- Extracted data entries
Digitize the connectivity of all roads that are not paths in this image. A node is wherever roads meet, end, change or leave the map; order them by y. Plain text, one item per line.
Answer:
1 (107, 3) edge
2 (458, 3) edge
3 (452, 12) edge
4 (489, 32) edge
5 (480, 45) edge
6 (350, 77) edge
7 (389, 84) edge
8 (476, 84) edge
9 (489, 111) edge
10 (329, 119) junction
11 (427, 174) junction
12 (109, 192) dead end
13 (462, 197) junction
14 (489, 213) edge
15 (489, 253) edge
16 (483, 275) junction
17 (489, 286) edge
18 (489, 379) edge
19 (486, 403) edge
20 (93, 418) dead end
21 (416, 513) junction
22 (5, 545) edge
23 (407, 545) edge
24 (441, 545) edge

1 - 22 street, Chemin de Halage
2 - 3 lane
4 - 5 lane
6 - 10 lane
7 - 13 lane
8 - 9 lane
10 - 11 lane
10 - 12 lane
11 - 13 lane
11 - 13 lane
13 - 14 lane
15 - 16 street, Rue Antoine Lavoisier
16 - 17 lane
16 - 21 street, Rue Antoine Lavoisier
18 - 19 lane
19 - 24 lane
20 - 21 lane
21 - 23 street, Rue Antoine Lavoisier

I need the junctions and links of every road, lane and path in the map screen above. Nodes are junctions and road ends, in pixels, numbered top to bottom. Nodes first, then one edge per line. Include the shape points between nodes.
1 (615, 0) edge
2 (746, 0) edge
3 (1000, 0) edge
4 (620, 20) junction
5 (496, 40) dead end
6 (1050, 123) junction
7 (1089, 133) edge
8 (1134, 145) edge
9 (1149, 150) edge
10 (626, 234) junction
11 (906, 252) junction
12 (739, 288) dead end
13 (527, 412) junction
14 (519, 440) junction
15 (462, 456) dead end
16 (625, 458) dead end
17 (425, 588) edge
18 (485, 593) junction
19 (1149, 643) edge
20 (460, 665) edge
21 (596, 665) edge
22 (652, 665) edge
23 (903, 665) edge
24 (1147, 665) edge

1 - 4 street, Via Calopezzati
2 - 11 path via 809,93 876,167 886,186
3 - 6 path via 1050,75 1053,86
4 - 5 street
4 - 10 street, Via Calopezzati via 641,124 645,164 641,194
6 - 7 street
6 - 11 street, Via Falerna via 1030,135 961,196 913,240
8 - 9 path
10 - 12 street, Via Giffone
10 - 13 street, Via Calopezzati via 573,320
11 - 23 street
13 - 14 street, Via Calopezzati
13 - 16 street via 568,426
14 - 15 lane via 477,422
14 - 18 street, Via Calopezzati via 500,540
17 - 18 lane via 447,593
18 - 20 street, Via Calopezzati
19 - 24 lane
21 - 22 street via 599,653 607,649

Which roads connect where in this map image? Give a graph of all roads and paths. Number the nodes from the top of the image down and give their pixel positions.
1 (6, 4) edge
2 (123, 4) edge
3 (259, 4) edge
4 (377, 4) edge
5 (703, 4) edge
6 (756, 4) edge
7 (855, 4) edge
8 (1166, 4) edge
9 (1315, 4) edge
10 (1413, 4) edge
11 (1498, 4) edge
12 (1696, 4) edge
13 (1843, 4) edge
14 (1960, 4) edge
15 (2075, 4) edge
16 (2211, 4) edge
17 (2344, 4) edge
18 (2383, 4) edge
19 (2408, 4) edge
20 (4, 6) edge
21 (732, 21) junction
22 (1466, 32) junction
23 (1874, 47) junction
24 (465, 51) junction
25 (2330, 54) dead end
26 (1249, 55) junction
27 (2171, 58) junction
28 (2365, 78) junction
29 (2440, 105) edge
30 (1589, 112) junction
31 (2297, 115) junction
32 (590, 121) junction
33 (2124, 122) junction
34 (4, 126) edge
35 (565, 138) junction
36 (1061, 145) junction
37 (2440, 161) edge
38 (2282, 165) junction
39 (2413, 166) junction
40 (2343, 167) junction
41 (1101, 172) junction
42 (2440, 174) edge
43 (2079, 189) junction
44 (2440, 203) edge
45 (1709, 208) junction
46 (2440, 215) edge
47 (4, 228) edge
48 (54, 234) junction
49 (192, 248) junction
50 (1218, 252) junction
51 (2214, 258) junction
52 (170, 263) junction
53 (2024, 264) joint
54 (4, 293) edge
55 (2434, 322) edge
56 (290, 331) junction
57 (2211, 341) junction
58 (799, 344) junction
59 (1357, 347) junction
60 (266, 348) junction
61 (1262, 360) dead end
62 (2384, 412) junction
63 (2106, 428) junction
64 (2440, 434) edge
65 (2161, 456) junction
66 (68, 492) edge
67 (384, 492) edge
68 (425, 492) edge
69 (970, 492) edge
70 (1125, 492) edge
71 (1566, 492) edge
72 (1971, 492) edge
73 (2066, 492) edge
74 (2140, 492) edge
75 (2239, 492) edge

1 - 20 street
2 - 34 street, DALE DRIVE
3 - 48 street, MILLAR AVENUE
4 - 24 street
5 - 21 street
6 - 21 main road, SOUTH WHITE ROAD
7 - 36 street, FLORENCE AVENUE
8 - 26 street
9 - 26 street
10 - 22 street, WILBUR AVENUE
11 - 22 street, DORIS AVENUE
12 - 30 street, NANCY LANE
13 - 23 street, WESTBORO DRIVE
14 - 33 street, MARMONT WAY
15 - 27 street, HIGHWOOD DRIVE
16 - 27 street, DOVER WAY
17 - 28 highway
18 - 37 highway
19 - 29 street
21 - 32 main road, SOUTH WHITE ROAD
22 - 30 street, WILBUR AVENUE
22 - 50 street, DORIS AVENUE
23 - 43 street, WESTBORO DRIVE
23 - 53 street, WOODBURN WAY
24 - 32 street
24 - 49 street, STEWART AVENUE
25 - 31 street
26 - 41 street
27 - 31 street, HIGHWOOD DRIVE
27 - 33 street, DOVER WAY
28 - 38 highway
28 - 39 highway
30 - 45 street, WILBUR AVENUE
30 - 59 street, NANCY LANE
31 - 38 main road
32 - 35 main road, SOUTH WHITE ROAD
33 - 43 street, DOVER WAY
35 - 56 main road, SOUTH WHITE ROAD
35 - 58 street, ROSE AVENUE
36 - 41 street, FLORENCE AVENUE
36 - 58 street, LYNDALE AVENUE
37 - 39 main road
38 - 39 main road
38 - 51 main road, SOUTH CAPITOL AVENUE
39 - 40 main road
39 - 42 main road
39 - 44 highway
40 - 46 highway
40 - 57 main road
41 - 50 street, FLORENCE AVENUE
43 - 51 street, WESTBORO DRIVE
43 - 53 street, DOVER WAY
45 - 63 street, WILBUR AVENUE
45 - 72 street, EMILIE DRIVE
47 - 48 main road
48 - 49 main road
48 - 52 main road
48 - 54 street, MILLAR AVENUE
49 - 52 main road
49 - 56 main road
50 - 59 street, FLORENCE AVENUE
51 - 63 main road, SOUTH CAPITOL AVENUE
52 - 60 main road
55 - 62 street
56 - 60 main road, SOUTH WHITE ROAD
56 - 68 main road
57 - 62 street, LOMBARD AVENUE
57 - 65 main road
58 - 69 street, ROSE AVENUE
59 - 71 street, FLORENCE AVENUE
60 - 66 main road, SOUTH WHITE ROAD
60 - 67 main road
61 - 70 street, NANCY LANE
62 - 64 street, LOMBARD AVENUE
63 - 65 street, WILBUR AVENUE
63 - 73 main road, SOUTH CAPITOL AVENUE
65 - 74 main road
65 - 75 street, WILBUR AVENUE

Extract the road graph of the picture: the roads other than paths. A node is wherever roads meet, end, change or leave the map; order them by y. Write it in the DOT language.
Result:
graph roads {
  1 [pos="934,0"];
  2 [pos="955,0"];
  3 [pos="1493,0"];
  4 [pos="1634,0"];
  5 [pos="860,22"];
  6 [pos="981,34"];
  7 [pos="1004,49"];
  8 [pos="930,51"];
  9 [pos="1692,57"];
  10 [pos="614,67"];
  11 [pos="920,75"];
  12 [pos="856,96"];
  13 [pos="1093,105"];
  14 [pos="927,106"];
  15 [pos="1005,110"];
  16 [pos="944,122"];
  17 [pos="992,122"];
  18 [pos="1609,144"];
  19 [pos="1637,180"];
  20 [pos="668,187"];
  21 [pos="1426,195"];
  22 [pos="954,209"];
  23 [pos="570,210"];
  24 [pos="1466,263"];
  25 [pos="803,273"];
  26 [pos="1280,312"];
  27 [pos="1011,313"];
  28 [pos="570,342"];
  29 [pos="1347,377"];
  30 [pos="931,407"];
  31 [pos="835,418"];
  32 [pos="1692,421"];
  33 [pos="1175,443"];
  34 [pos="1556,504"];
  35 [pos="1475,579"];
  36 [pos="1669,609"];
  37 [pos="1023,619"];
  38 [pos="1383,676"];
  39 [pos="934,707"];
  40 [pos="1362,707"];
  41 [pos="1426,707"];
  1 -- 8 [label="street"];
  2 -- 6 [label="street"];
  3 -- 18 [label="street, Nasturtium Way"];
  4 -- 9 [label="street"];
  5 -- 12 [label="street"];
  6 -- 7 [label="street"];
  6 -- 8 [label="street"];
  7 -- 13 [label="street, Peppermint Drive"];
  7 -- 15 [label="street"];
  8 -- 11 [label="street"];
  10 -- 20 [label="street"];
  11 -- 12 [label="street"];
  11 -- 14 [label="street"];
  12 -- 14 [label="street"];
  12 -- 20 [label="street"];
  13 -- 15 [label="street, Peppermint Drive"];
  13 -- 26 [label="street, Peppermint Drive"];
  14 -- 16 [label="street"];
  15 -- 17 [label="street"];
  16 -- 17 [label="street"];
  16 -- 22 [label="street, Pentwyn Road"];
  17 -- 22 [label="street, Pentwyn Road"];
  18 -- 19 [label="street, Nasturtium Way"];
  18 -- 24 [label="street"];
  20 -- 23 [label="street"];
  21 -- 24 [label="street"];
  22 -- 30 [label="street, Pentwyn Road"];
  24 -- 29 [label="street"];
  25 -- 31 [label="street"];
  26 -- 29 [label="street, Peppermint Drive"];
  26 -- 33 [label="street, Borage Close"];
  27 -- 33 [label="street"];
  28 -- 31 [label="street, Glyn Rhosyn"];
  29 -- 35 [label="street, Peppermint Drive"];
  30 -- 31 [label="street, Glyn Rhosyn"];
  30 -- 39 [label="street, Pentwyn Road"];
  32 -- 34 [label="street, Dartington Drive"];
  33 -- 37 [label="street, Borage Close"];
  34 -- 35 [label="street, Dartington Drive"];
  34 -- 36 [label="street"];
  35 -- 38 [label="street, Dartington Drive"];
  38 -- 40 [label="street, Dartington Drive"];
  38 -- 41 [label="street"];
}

- Action item
Scan the data above for the string "this" and copy each line where it appears.

- Reply
Digitize the connectivity of all roads that are not paths in this image. A node is wherever roads meet, end, change or leave the map; order them by y. Plain text, one item per line.
Which roads connect where in this map image? Give a graph of all roads and paths. Number the nodes from the top of the image down and give their pixel positions.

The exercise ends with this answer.